On how many lines of the data below does the word "Mazzini" appear? Reply with the number only.

Saved entries:
[Start of section]
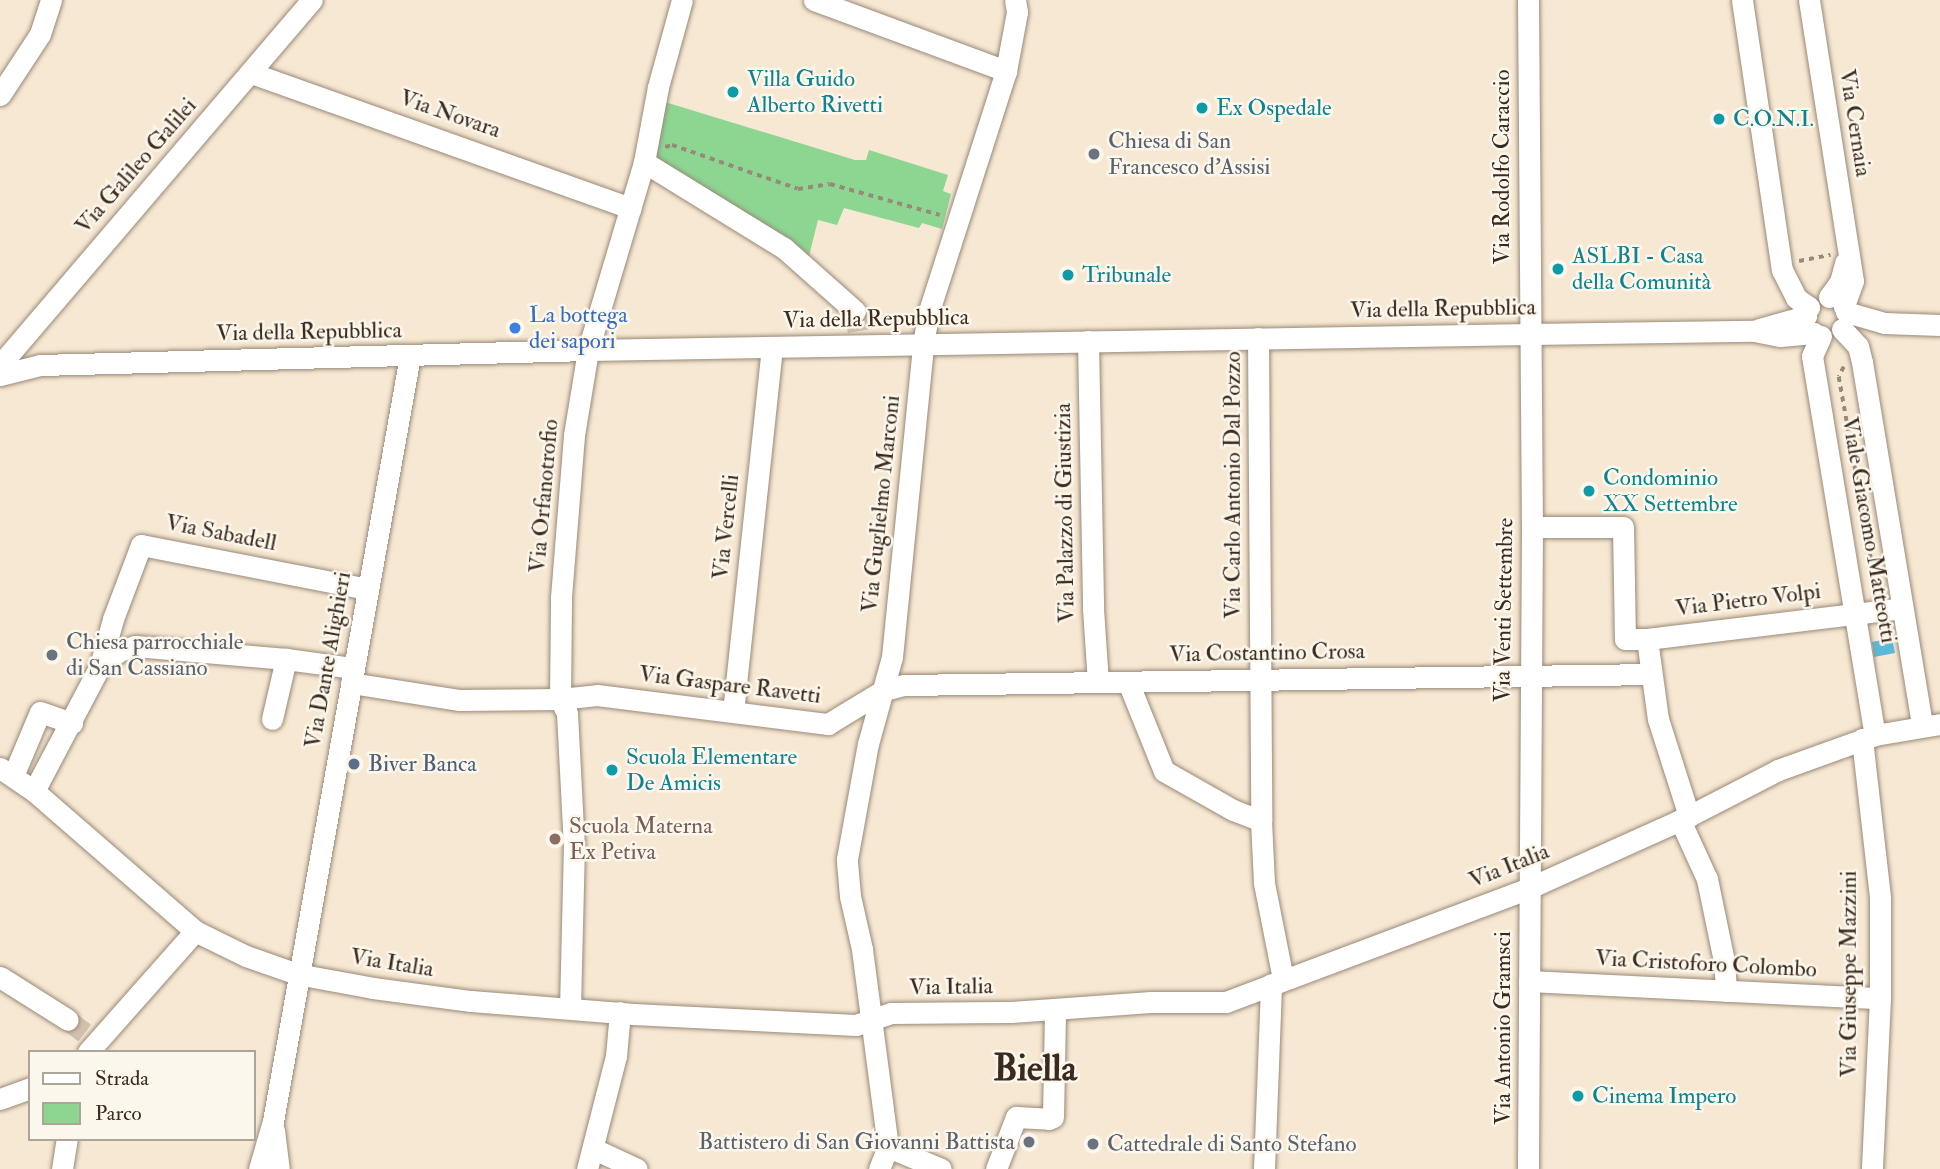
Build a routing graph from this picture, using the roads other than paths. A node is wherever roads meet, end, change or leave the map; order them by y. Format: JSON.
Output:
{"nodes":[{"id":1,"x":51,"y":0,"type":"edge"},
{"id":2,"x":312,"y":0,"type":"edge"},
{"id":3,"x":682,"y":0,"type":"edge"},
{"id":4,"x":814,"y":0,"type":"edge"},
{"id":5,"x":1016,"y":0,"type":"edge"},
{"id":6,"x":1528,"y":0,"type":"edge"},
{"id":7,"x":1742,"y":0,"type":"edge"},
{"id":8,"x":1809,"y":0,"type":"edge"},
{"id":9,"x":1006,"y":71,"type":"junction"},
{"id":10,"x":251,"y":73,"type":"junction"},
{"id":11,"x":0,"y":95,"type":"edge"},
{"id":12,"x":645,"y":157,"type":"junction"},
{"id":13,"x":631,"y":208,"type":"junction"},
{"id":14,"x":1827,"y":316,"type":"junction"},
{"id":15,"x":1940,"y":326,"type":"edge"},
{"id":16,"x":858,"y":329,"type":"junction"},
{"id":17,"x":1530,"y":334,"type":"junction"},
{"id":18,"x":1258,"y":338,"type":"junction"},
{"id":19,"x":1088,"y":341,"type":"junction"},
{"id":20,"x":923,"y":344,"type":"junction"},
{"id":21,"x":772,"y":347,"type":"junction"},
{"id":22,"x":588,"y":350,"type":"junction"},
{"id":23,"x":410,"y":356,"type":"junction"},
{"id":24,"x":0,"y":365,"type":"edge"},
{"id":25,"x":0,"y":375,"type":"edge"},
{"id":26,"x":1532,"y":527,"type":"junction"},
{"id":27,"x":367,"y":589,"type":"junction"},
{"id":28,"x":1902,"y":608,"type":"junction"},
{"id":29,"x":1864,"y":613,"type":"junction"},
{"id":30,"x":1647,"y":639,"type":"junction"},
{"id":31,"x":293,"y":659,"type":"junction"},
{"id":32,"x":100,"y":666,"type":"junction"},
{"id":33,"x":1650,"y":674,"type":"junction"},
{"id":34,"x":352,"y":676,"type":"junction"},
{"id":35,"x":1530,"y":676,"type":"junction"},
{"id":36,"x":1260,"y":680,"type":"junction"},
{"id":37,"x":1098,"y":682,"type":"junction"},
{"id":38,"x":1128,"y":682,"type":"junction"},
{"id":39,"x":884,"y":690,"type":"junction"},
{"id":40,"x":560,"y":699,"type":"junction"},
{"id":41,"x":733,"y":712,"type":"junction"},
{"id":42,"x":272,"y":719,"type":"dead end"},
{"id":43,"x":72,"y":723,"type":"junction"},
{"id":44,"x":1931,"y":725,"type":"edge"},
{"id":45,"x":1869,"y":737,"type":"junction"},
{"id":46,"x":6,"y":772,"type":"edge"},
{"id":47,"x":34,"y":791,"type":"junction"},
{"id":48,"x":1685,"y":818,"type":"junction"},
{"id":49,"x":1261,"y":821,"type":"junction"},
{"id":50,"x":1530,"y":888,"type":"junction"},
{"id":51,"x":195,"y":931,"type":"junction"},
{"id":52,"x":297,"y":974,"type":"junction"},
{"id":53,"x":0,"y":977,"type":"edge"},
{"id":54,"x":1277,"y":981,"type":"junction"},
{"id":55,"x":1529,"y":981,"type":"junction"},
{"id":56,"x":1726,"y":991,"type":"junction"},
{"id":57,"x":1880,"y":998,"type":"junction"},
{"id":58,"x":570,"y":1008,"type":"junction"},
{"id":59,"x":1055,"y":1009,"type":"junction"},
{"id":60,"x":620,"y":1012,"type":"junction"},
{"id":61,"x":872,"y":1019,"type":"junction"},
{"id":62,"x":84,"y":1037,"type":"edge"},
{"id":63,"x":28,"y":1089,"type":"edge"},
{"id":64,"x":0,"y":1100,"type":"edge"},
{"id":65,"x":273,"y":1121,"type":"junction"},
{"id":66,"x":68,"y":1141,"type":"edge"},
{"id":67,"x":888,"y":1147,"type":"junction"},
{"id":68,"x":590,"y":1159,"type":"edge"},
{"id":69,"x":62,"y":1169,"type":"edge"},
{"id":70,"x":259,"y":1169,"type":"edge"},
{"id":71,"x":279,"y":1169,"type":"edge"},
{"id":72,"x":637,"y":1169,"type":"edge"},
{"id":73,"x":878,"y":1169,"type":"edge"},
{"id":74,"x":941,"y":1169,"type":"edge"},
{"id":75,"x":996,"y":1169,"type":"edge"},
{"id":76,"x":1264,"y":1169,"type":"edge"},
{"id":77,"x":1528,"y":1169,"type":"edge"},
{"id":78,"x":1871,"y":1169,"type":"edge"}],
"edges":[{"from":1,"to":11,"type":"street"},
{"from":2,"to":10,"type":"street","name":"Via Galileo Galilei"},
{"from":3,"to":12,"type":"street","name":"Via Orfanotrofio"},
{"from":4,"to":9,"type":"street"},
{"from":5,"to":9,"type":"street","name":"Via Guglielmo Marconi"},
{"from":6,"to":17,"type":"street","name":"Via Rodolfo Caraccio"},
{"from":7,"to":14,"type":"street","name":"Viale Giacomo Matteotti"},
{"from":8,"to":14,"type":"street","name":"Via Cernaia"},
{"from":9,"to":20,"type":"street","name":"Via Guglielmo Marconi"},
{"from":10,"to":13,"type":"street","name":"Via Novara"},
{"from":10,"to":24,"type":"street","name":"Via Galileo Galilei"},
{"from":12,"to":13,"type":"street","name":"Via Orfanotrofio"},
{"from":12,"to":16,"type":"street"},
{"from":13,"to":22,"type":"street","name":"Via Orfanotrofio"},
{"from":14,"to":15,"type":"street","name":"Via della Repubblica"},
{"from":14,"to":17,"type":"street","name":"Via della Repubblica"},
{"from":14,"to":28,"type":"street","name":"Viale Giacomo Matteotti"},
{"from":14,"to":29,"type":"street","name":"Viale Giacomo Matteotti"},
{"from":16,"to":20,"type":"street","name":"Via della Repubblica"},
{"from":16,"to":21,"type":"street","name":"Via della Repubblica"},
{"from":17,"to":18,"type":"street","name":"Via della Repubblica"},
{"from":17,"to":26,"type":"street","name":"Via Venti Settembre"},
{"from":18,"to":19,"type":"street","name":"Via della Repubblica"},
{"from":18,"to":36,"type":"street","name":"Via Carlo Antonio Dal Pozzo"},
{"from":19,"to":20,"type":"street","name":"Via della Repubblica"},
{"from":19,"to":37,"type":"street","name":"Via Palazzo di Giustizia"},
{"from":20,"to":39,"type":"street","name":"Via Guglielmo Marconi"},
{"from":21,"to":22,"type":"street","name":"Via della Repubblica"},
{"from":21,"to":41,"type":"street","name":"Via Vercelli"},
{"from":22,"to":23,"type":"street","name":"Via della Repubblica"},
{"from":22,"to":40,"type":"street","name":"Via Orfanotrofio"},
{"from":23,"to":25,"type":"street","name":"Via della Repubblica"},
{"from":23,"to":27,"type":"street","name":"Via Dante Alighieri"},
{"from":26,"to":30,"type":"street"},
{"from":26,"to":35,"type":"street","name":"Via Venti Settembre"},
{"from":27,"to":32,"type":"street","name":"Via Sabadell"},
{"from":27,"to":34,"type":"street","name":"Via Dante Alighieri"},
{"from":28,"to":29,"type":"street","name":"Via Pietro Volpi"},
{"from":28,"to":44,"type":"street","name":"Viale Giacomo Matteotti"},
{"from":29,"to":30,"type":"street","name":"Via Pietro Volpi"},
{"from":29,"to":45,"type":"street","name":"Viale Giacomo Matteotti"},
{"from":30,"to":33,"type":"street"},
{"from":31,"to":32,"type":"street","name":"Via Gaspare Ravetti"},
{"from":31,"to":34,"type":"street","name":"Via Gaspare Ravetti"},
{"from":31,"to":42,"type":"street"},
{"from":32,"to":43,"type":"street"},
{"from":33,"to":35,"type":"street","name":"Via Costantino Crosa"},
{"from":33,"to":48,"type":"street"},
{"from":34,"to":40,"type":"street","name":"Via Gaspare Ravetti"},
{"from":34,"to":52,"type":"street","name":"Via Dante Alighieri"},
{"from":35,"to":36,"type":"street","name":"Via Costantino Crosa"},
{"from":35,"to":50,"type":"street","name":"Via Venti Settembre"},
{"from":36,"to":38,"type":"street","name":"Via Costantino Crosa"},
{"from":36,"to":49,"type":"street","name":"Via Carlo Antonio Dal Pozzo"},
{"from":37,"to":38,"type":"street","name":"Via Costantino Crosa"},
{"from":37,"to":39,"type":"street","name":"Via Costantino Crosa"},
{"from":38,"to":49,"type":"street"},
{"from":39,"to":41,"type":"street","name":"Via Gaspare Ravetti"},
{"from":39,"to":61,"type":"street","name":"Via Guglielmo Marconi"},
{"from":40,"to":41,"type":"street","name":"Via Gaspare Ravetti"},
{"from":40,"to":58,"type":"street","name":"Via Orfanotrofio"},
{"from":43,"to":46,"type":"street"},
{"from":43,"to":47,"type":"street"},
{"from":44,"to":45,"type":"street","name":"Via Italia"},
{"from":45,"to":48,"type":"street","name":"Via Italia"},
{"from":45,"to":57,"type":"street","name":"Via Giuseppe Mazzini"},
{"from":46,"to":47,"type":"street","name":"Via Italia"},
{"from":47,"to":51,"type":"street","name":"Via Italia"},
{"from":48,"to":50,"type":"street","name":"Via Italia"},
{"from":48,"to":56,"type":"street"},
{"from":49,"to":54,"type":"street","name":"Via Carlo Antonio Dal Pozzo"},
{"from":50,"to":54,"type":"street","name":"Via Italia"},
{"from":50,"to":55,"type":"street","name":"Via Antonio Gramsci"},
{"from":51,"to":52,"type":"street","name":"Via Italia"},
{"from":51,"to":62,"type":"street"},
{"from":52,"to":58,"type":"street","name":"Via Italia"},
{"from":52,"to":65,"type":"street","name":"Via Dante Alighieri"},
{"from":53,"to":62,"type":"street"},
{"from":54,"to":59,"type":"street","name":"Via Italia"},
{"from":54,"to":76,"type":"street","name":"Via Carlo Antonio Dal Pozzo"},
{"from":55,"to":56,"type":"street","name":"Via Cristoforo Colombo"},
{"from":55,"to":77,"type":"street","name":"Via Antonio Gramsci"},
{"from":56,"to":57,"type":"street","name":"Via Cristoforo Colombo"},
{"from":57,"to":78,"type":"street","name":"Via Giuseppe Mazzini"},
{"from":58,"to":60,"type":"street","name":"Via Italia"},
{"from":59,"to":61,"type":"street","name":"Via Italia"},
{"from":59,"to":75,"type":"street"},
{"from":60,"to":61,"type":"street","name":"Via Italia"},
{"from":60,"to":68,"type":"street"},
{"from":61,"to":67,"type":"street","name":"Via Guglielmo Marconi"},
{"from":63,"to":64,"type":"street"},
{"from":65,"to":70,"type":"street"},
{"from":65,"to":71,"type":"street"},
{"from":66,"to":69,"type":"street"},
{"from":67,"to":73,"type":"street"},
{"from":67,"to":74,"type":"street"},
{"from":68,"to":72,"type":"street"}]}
[End of section]
#### OUTPUT OF THE TASK:
2